==== SUPPLIED RECORDS ====
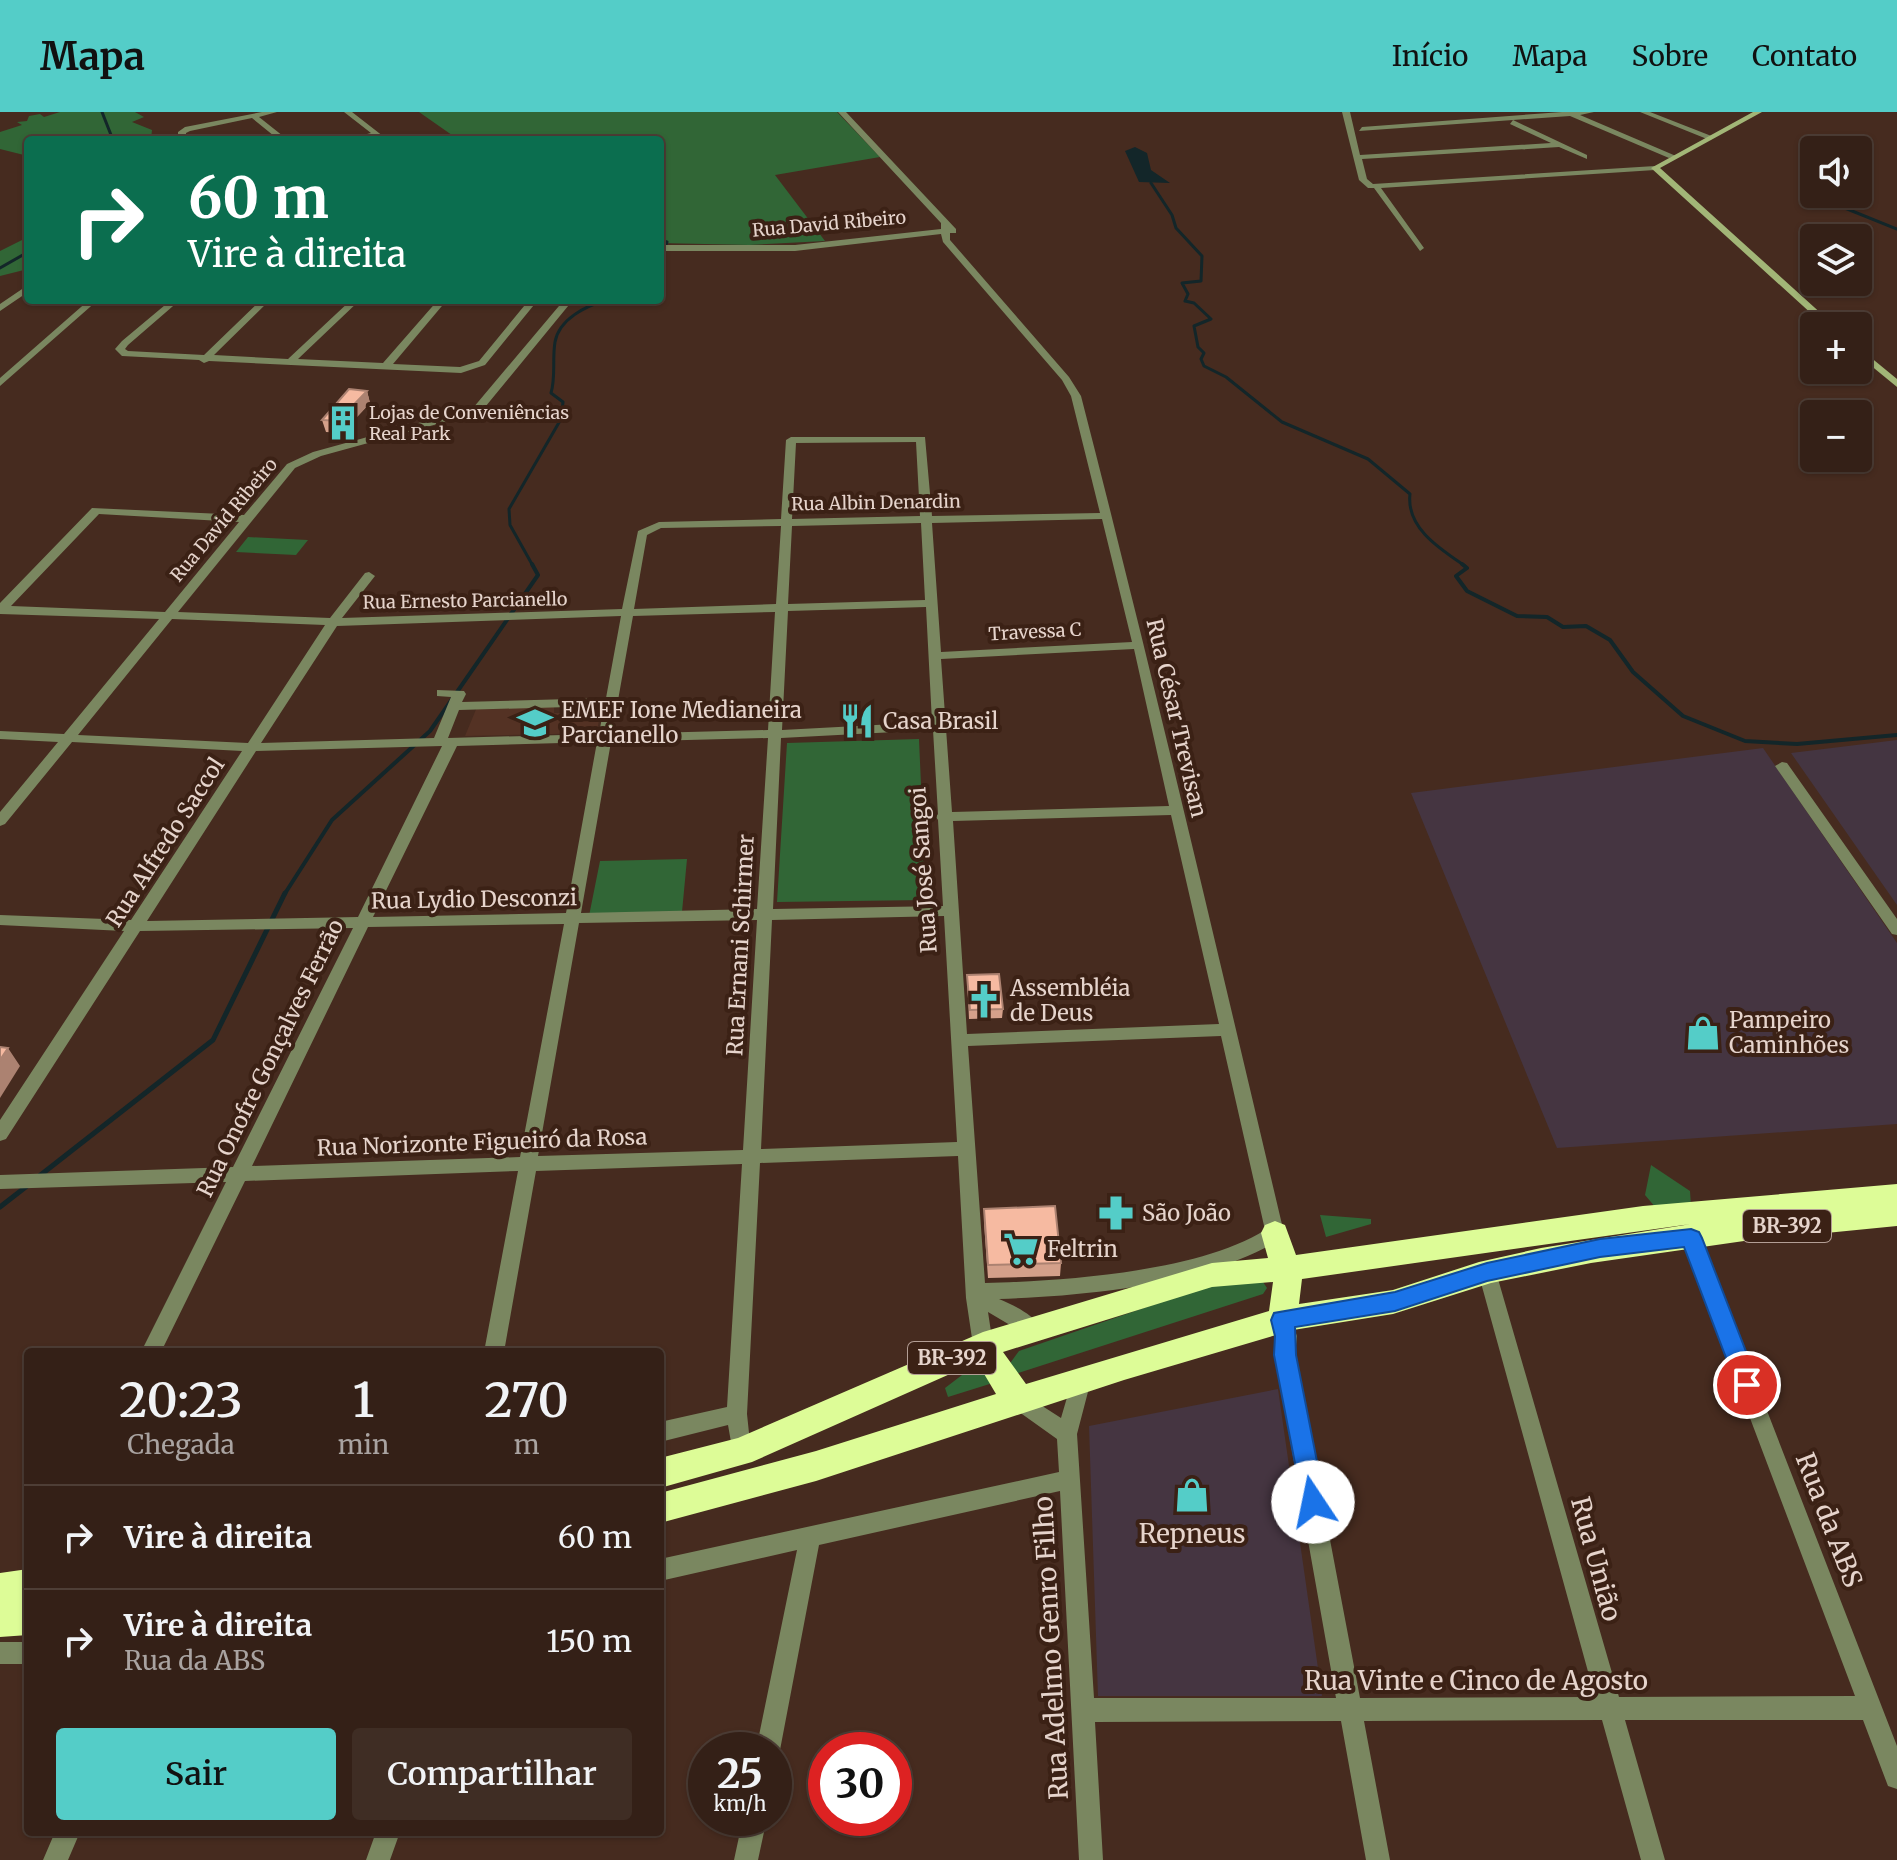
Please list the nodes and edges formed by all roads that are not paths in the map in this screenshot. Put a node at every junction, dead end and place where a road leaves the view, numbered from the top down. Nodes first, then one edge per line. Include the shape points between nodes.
1 (273, 112) edge
2 (348, 112) edge
3 (842, 112) edge
4 (1346, 112) edge
5 (1492, 112) edge
6 (1590, 112) edge
7 (1644, 112) edge
8 (1758, 112) edge
9 (1570, 113) edge
10 (254, 116) junction
11 (1510, 121) junction
12 (1362, 129) dead end
13 (182, 136) edge
14 (279, 136) edge
15 (380, 136) edge
16 (1710, 137) junction
17 (1561, 145) junction
18 (1672, 156) junction
19 (1357, 157) junction
20 (1584, 157) dead end
21 (1655, 168) junction
22 (1377, 187) junction
23 (947, 228) junction
24 (664, 248) edge
25 (1420, 248) dead end
26 (24, 291) edge
27 (89, 304) edge
28 (171, 304) edge
29 (262, 304) edge
30 (352, 304) edge
31 (440, 304) edge
32 (531, 304) edge
33 (566, 304) edge
34 (0, 308) edge
35 (1814, 312) edge
36 (204, 360) junction
37 (1872, 362) edge
38 (289, 363) junction
39 (385, 367) junction
40 (0, 383) edge
41 (1897, 384) edge
42 (921, 439) joint
43 (1105, 516) junction
44 (247, 519) junction
45 (925, 520) junction
46 (787, 522) junction
47 (369, 576) dead end
48 (930, 603) junction
49 (1, 609) edge
50 (782, 609) junction
51 (628, 615) junction
52 (167, 616) junction
53 (333, 622) junction
54 (1139, 645) junction
55 (933, 656) junction
56 (442, 693) dead end
57 (612, 702) junction
58 (454, 706) junction
59 (938, 726) junction
60 (775, 734) junction
61 (0, 735) edge
62 (68, 738) junction
63 (606, 738) junction
64 (446, 742) junction
65 (252, 747) junction
66 (1782, 766) dead end
67 (1178, 810) junction
68 (943, 817) junction
69 (0, 821) edge
70 (949, 911) junction
71 (764, 913) junction
72 (574, 919) junction
73 (0, 920) edge
74 (361, 924) junction
75 (137, 926) junction
76 (1897, 930) edge
77 (1230, 1030) junction
78 (958, 1040) junction
79 (0, 1134) edge
80 (966, 1149) junction
81 (750, 1157) junction
82 (526, 1165) junction
83 (236, 1176) junction
84 (0, 1182) edge
85 (1897, 1195) edge
86 (1897, 1215) edge
87 (1691, 1238) junction
88 (1254, 1270) junction
89 (1487, 1272) junction
90 (1278, 1282) junction
91 (976, 1295) junction
92 (1032, 1329) junction
93 (983, 1345) junction
94 (153, 1348) edge
95 (495, 1348) edge
96 (1090, 1377) junction
97 (1022, 1402) junction
98 (737, 1414) junction
99 (664, 1431) edge
100 (1067, 1434) junction
101 (741, 1452) junction
102 (664, 1472) edge
103 (1070, 1479) junction
104 (664, 1507) edge
105 (810, 1537) junction
106 (664, 1569) edge
107 (24, 1587) edge
108 (0, 1590) edge
109 (24, 1618) edge
110 (0, 1620) edge
111 (0, 1653) edge
112 (24, 1653) edge
113 (1870, 1708) junction
114 (1352, 1709) junction
115 (1608, 1709) junction
116 (1082, 1710) junction
117 (772, 1732) edge
118 (1897, 1777) edge
119 (66, 1836) edge
120 (387, 1836) edge
121 (751, 1836) edge
122 (55, 1860) edge
123 (378, 1860) edge
124 (746, 1860) edge
125 (1091, 1860) edge
126 (1378, 1860) edge
127 (1653, 1860) edge

1 - 10 street
2 - 15 street
3 - 23 street, Rua César Trevisan
4 - 19 street
5 - 11 street
6 - 9 street
7 - 16 street
8 - 16 street
9 - 11 street
9 - 18 street
10 - 13 street via 188,129
10 - 14 street
11 - 12 street
11 - 17 street
16 - 18 street
17 - 19 street
17 - 20 street
18 - 21 street
19 - 22 street via 1363,180
21 - 22 street
21 - 35 street
22 - 25 street
23 - 24 street, Rua David Ribeiro via 795,248
23 - 43 street, Rua César Trevisan via 946,240 1070,384
26 - 34 street
27 - 40 street
28 - 36 street via 120,349 125,354
29 - 36 street
30 - 38 street
31 - 39 street
32 - 39 street via 472,369
33 - 44 street, Rua David Ribeiro via 477,410 304,459 291,466
36 - 38 street
37 - 41 street
38 - 39 street
42 - 45 street, Rua José Sangoi
42 - 46 street, Rua Ernani Schirmer via 791,440
43 - 45 street, Rua Albin Denardin
43 - 54 street, Rua César Trevisan
44 - 49 street via 96,510
44 - 52 street, Rua David Ribeiro
45 - 46 street, Rua Albin Denardin
45 - 48 street, Rua José Sangoi
46 - 50 street, Rua Ernani Schirmer
46 - 51 street, Rua Albin Denardin via 648,528 642,533
47 - 53 street, Rua Alfredo Saccol
48 - 50 street, Rua Ernesto Parcianello
48 - 55 street, Rua José Sangoi
49 - 52 street, Rua Ernesto Parcianello
50 - 51 street, Rua Ernesto Parcianello
50 - 60 street, Rua Ernani Schirmer
51 - 53 street, Rua Ernesto Parcianello
51 - 57 street
52 - 53 street, Rua Ernesto Parcianello
52 - 62 street, Rua David Ribeiro
53 - 65 street, Rua Alfredo Saccol
54 - 55 street, Travessa C
54 - 67 street, Rua César Trevisan
55 - 59 street, Rua José Sangoi
56 - 58 street via 459,694
57 - 58 street
57 - 63 street
58 - 64 street, Rua Onofre Gonçalves Ferrão
59 - 60 street
59 - 68 street, Rua José Sangoi
60 - 63 street
60 - 71 street, Rua Ernani Schirmer
61 - 62 street
62 - 65 street
62 - 69 street, Rua David Ribeiro
63 - 64 street
63 - 72 street
64 - 65 street
64 - 74 street, Rua Onofre Gonçalves Ferrão
65 - 75 street, Rua Alfredo Saccol
66 - 76 street
67 - 68 street
67 - 77 street, Rua César Trevisan
68 - 70 street, Rua José Sangoi
70 - 71 street, Rua Lydio Desconzi
70 - 78 street, Rua José Sangoi
71 - 72 street, Rua Lydio Desconzi
71 - 81 street, Rua Ernani Schirmer
72 - 74 street, Rua Lydio Desconzi
72 - 82 street
73 - 75 street, Rua Lydio Desconzi
74 - 75 street, Rua Lydio Desconzi
74 - 83 street, Rua Onofre Gonçalves Ferrão
75 - 79 street, Rua Alfredo Saccol
77 - 78 street
77 - 90 street, Rua César Trevisan
78 - 80 street, Rua José Sangoi
80 - 81 street, Rua Norizonte Figueiró da Rosa
80 - 91 street, Rua José Sangoi
81 - 82 street, Rua Norizonte Figueiró da Rosa
81 - 98 street, Rua Ernani Schirmer
82 - 83 street, Rua Norizonte Figueiró da Rosa
82 - 95 street
83 - 84 street, Rua Norizonte Figueiró da Rosa
83 - 94 street, Rua Onofre Gonçalves Ferrão
85 - 90 highway, BR-392 / BR-392 via 1643,1217 1324,1262
86 - 87 highway, BR-392
87 - 89 highway, BR-392 via 1600,1248
87 - 113 street, Rua da ABS
88 - 90 highway
88 - 90 highway
88 - 92 highway, BR-392 via 1147,1292
89 - 90 highway, BR-392 via 1395,1302
89 - 115 street, Rua União
90 - 91 street via 1254,1248 1157,1275 1077,1289
90 - 96 highway, BR-392
90 - 114 street via 1285,1355
91 - 92 street
91 - 93 street, Rua José Sangoi
92 - 93 highway, BR-392
93 - 97 highway, BR-392
93 - 101 highway, BR-392
96 - 97 highway, BR-392
96 - 100 street, Rua Adelmo Genro Filho via 1080,1383
97 - 100 street
97 - 104 highway, BR-392 via 737,1491
98 - 99 street
98 - 101 street, Rua Ernani Schirmer
100 - 103 street, Rua Adelmo Genro Filho
101 - 102 highway, BR-392
103 - 105 street
103 - 116 street, Rua Adelmo Genro Filho
105 - 106 street
105 - 117 street
107 - 108 highway
109 - 110 highway
111 - 112 street
113 - 115 street, Rua Vinte e Cinco de Agosto
113 - 118 street, Rua da ABS
114 - 115 street, Rua Vinte e Cinco de Agosto
114 - 116 street, Rua Vinte e Cinco de Agosto
114 - 126 street
115 - 127 street, Rua União
116 - 125 street, Rua Adelmo Genro Filho
119 - 122 street
120 - 123 street
121 - 124 street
====
EXERCISE REQUIREMENTS -
Check every line of the records above for the string "César". Copy those that hold it.

TASK RESULT -
3 - 23 street, Rua César Trevisan
23 - 43 street, Rua César Trevisan via 946,240 1070,384
43 - 54 street, Rua César Trevisan
54 - 67 street, Rua César Trevisan
67 - 77 street, Rua César Trevisan
77 - 90 street, Rua César Trevisan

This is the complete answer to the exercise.